The army chief came to President Mohammed Morsi with a simple demand: Step down on your own.

"Over my dead body!" Morsi replied to General Abdel Fatah al-Sisi on Monday, two days before the army eventually ousted him after a year in office.

In the end, Egypt's first freely elected president found himself isolated, abandoned by allies and no one in the army or police willing to support him.

Even his Republican Guards simply stepped away as army commandos came to take him to an undisclosed defence ministry facility, according to army, security and Muslim Brotherhood officials, who gave the Associated Press an account of Morsi's final hours in office.

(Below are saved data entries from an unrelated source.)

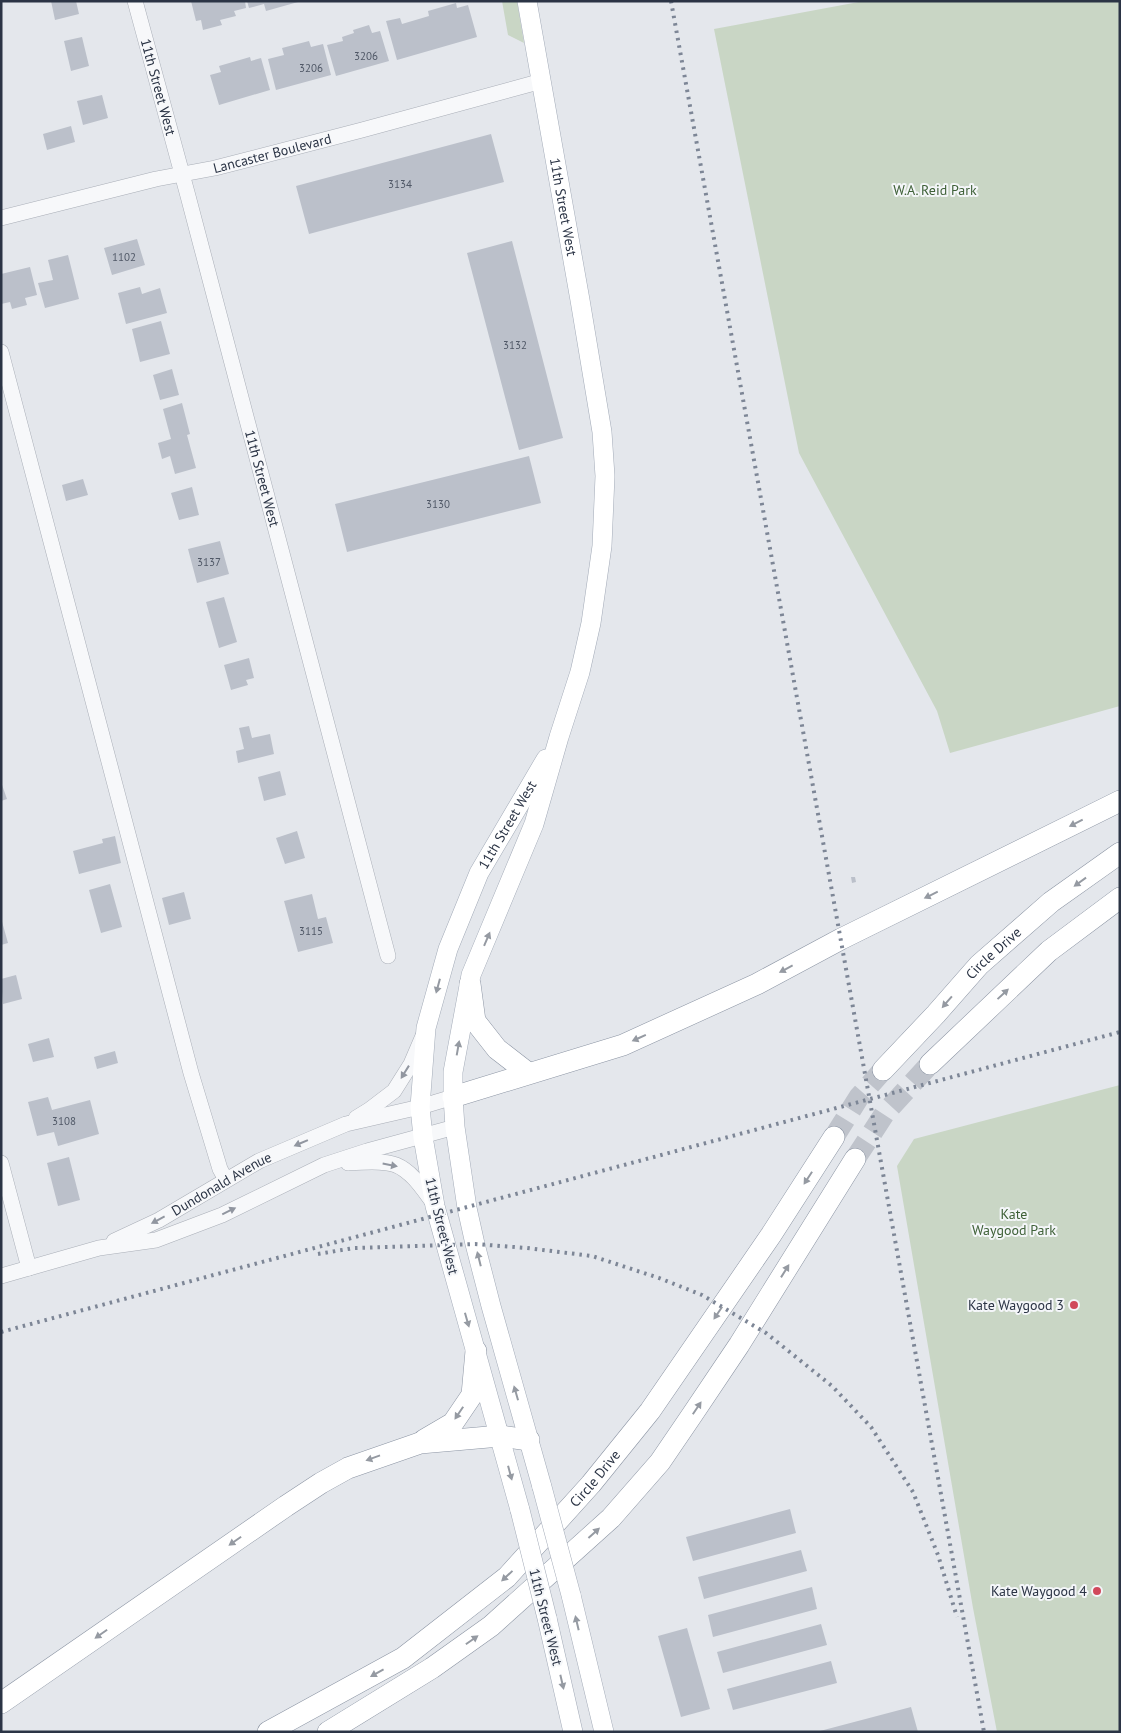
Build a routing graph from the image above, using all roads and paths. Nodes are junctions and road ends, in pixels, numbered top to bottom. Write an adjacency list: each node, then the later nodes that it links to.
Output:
1 (135, 1): 4 (street, 11th Street West)
2 (527, 1): 3 (main road, 11th Street West)
3 (542, 81): 4 (street, Lancaster Boulevard); 7 (main road, 11th Street West)
4 (182, 173): 5 (street, Lancaster Boulevard); 11 (street, 11th Street West)
5 (1, 218)
6 (1, 352): 26 (street)
7 (559, 737): 12 (main road, 11th Street West, one-way to 7); 13 (main road, 11th Street West, one-way to 13)
8 (1120, 801): 16 (highway, one-way to 16)
9 (1120, 853): 15 (highway, Circle Drive, one-way to 15)
10 (1120, 898): 14 (highway, one-way to 10)
11 (388, 956)
12 (470, 984): 16 (highway); 17 (main road, 11th Street West, one-way to 12)
13 (426, 1028): 18 (main road, 11th Street West); 19 (street, Dundonald Avenue, one-way to 19)
14 (930, 1064)
15 (883, 1070)
16 (528, 1073): 17 (highway)
17 (453, 1097): 18 (street, Dundonald Avenue); 20 (main road, 11th Street West)
18 (420, 1107): 19 (street, Dundonald Avenue); 21 (main road, 11th Street West)
19 (346, 1124): 26 (street, Dundonald Avenue, one-way to 26)
20 (455, 1128): 21 (street, Dundonald Avenue); 33 (main road, 11th Street West, one-way to 20)
21 (423, 1137): 25 (street, Dundonald Avenue); 27 (main road, 11th Street West)
22 (834, 1137): 36 (highway, Circle Drive, one-way to 36)
23 (855, 1159): 37 (highway, one-way to 23)
24 (1, 1162): 29 (street)
25 (324, 1164): 27 (street, Dundonald Avenue, one-way to 27); 28 (street, Dundonald Avenue, one-way to 25)
26 (226, 1180): 28 (street, Dundonald Avenue, one-way to 28)
27 (435, 1206): 31 (main road, 11th Street West, one-way to 31)
28 (99, 1248): 29 (street, Dundonald Avenue)
29 (29, 1268): 30 (street, Dundonald Avenue)
30 (1, 1276)
31 (476, 1351): 32 (main road, 11th Street West); 34 (highway, one-way to 34)
32 (500, 1436): 33 (highway); 34 (highway); 38 (main road, 11th Street West, one-way to 38, bridge)
33 (529, 1440): 39 (main road, 11th Street West, one-way to 33, bridge)
34 (420, 1443): 35 (highway, one-way to 35)
35 (1, 1703)
36 (268, 1732)
37 (328, 1732)
38 (573, 1732)
39 (604, 1732)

The Muslim Brotherhood officials said they saw the end coming for Morsi as early as 23 June – a week before the opposition planned its first big protest. The military gave the president seven days to work out his differences with the opposition.

In recent months, Morsi had been at odds with virtually every institution in the country, including leading Muslim and Christian clerics, the judiciary, the armed forces, the police and intelligence agencies. His political opponents fuelled popular anger that Morsi was giving too much power to the Muslim Brotherhood and other Islamists, and had failed to tackle Egypt's mounting economic problems.

There was such distrust between Morsi and the security agencies that they began withholding information from him – deploying troops and armour in cities without his knowledge. Police also refused to protect Muslim Brotherhood offices that came under attack in the latest wave of protests.

Therefore, when Morsi was fighting for his survival, there was no one to turn to, except calling for outside help through western ambassadors and a small coterie of aides from the Brotherhood who could do little more than help him record two last-minute speeches.
So Morsi sounds like a rebel leader who suddenly finds himself in power and realizes that he's in way, way over his head. He thought it was all about issuing decrees, and didn't realize you have to convince people, work with people, and find some common ground. Then again, he was a rabble-rouser for the Brøderbünd, and leadership skills there weren't exactly transferable to running an impoverished country.
In those remarks, he emotionally emphasised his electoral legitimacy – a topic that Morsi repeatedly raised in the talks with Sisi.
Which is all he had left...
Early this week, during two meetings in as many days, Morsi, Sisi and Hesham Kandil, the prime minister, sat down to discuss ways out of the crisis.

But Morsi kept returning to the mandate he won in the June 2012 balloting, according to one of the officials. He said Morsi wouldn't address the mass protests or any of the country's most pressing problems – tenuous security, rising prices, unemployment, power cuts and traffic congestion.
His 24 hours a day were consumed with putting the Brøderbünd in charge of everything in Egypt, and therefore he had no time for such smaller matters of governance...
A Brotherhood spokesman, Murad Ali, said the military had already decided that Morsi had to go, and Sisi would not entertain any of the concessions that the president was prepared to make.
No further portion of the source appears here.